I tried to configure the f5 devices as Syslog and I am receiving logs only related to the appliance.Nothing related to the f5- ASM (traffic Logs)logs are being detected and then under data source properties ,I enabled "Support Generic Syslog" .After enabling this option i was able to see the ASM - traffic Log messages but as a generic syslog.I think the ASP rule for traffice messages isn't able to parse the messages.
On further comparison at the Rule Level "F5_ASM Violation/Successful Request Messages" and the Traffic Log that am getting, it looks that the Parser might have been build for 10.x version of ASM as we are using the latest version i.e 11.x and the PCRE doesn't match the Sample log format that f5 is generating for this particular message.

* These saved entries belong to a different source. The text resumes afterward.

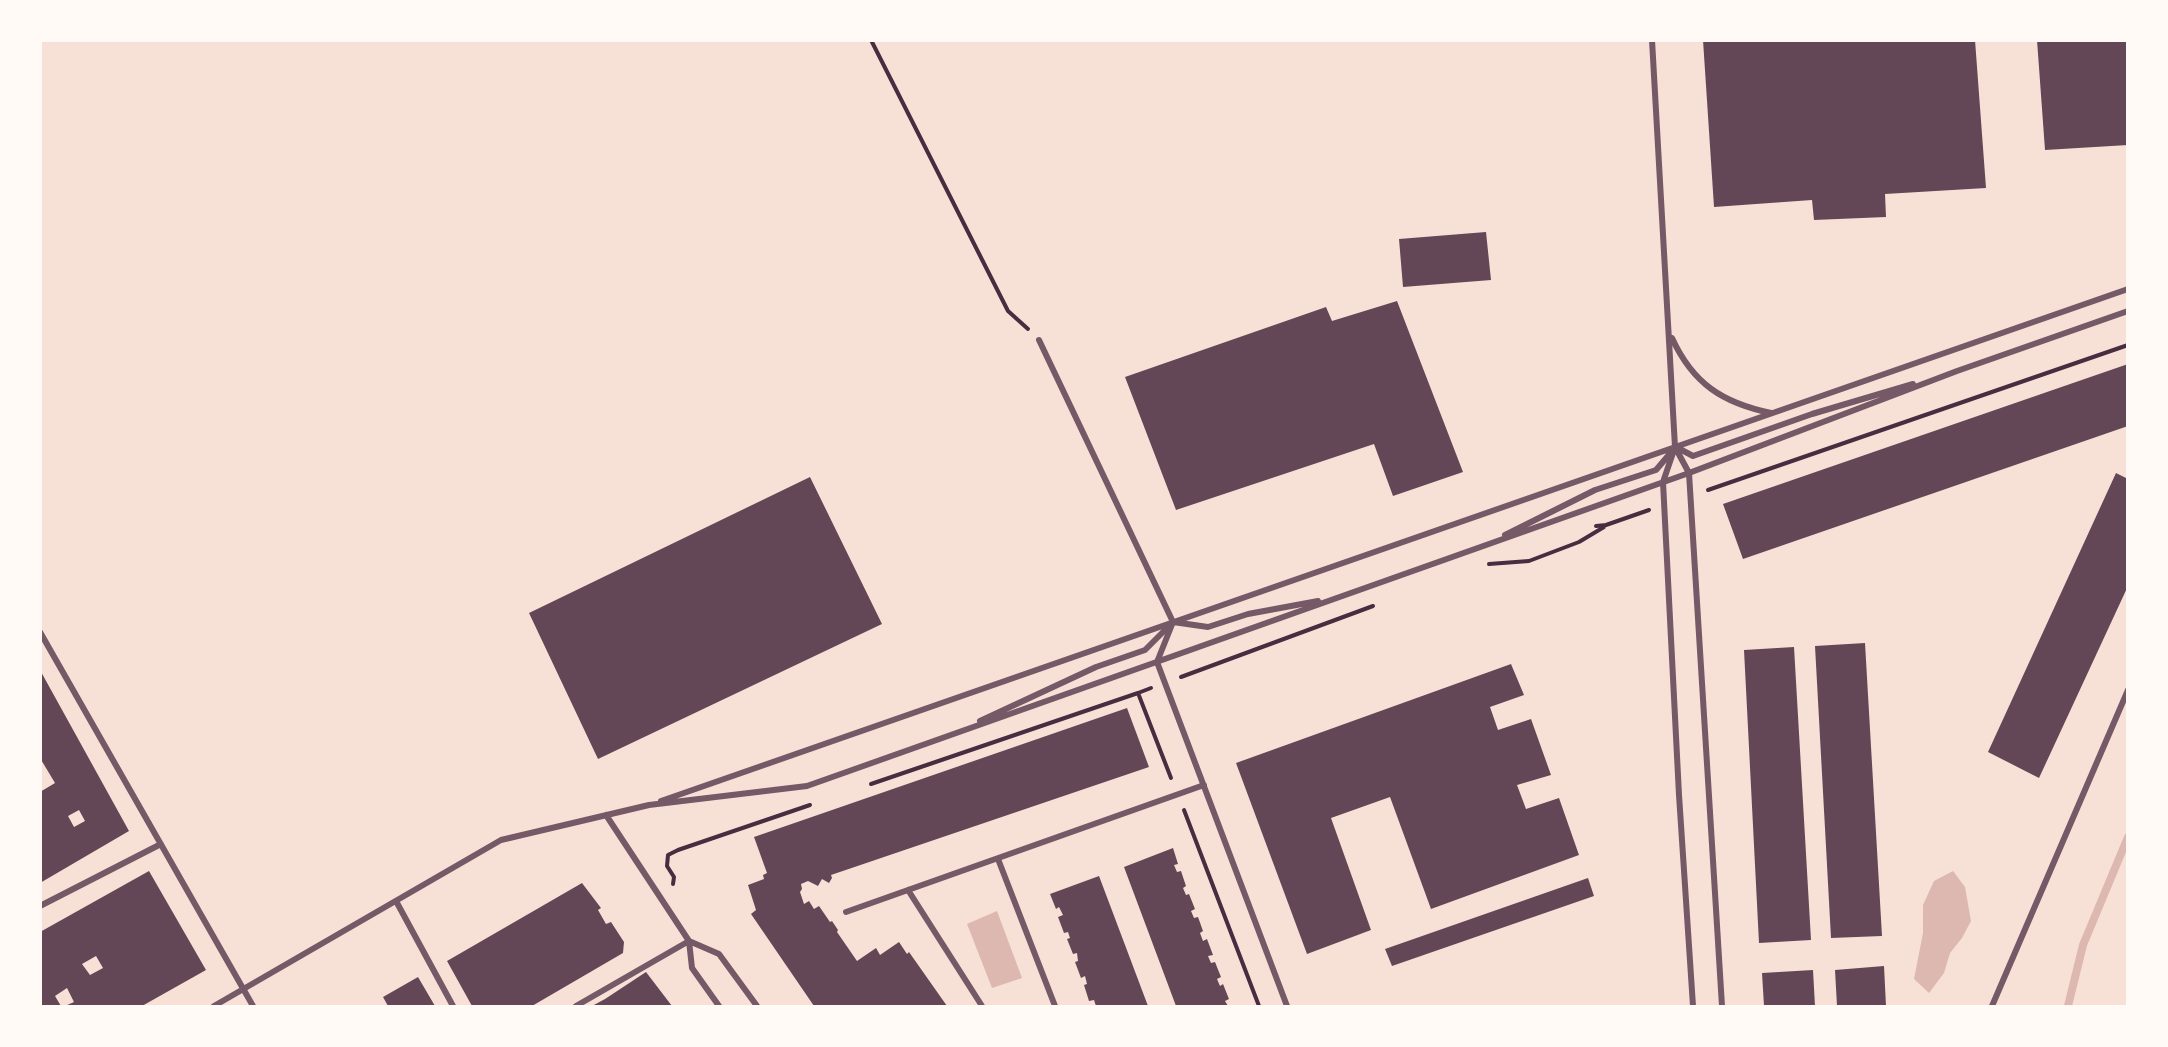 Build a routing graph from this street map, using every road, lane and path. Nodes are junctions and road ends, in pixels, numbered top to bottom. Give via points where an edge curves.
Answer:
1 (871, 40) edge
2 (1652, 40) edge
3 (2127, 289) edge
4 (2127, 311) edge
5 (1670, 335) junction
6 (1039, 340) joint
7 (2127, 345) edge
8 (1957, 371) junction
9 (1771, 414) junction
10 (1675, 447) junction
11 (1689, 473) junction
12 (1663, 482) junction
13 (1690, 496) junction
14 (1664, 505) junction
15 (1606, 525) junction
16 (1585, 527) dead end
17 (1479, 547) junction
18 (1496, 560) dead end
19 (1490, 564) junction
20 (1478, 568) dead end
21 (1337, 598) junction
22 (1377, 605) dead end
23 (1173, 622) junction
24 (40, 632) edge
25 (1157, 662) junction
26 (1165, 683) junction
27 (2127, 690) edge
28 (1138, 693) junction
29 (944, 737) junction
30 (1204, 784) junction
31 (868, 785) dead end
32 (1178, 794) junction
33 (812, 804) dead end
34 (649, 805) junction
35 (606, 815) junction
36 (161, 844) junction
37 (998, 859) junction
38 (908, 890) junction
39 (657, 894) junction
40 (396, 901) junction
41 (40, 906) edge
42 (846, 912) dead end
43 (688, 941) junction
44 (244, 990) junction
45 (214, 1006) edge
46 (253, 1006) edge
47 (453, 1006) edge
48 (576, 1006) edge
49 (719, 1006) edge
50 (757, 1006) edge
51 (982, 1006) edge
52 (1055, 1006) edge
53 (1259, 1006) edge
54 (1287, 1006) edge
55 (1693, 1006) edge
56 (1722, 1006) edge
57 (1992, 1006) edge

1 - 6 path via 1008,311
2 - 5 street
3 - 9 street
4 - 8 street
5 - 9 street via 1686,365 1709,388
5 - 10 street
6 - 23 street
7 - 13 path
8 - 10 street via 1812,414 1693,456
8 - 11 street
9 - 10 street
10 - 11 street
10 - 12 street
10 - 17 street via 1656,470 1595,490
10 - 23 street
11 - 12 street
11 - 13 street
12 - 14 street
12 - 17 street
13 - 56 street
14 - 15 path
14 - 55 street
15 - 16 path
15 - 19 path via 1579,542 1529,561
17 - 21 street
18 - 19 path
19 - 20 path
21 - 23 street via 1248,614 1208,627
21 - 25 street
22 - 26 path
23 - 25 street
23 - 29 street via 1145,650 1096,667
23 - 34 street
24 - 36 street
25 - 26 street
25 - 29 street
26 - 28 path
26 - 30 street
27 - 57 street
28 - 31 path
28 - 32 path
29 - 34 street via 807,786
30 - 32 street
30 - 54 street
32 - 37 street
32 - 53 path
33 - 39 path via 668,855 673,884
34 - 35 street
35 - 39 street
35 - 40 street via 501,840
36 - 41 street
36 - 44 street
37 - 38 street
37 - 52 street
38 - 42 street
38 - 51 street
39 - 43 street
40 - 44 street
40 - 47 street
43 - 48 street
43 - 49 street via 692,968
43 - 50 street via 719,954
44 - 45 street
44 - 46 street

Nearly 3 years later, i'm having this exact problem. It seems improbable to me that the log samples wouldn't have been updated, which implies this isn't the answer to the problem; surely i've got something misconfigured here?
F5 appliance with the ASM license is: BIG-IP 11.6.0 Build 4.0.420 Hotfix HF4
SIEM is: McAfee ESM 9.5.0 MR7 20150908
When configuring the logging profile on the F5, it gives a "storage format" option with a list of fields to send and an optional delimiter to define. I selected all fields and left the default (comma) delimiter, is it possible that's not what the parsing rule on the SIEM is expecting?
On the SIEM in the datasource properties, i've selected "BIG-IP Application Security Manager - CEF (ASP)" as the datasource model, and "default" as the data format. Is it possible somewhere to see a list of what McAfee used as the "default" format in this datasource model, to make sure the output selected on the F5 matches it?
You set in the F5 setting the delimiter to comma but the SIEM expected that the delimiter is in CEF Format [ (|) / (Pipe) ]. If you are not sure aboute the format than set this configuration on "Support generic syslog" on Log unkown syslog event. Now the SIEm logs all Logs from the F% Logs that can be parsed and Logs that cant be parsed.
The default is the format you chose herer CEF because you set this to the default.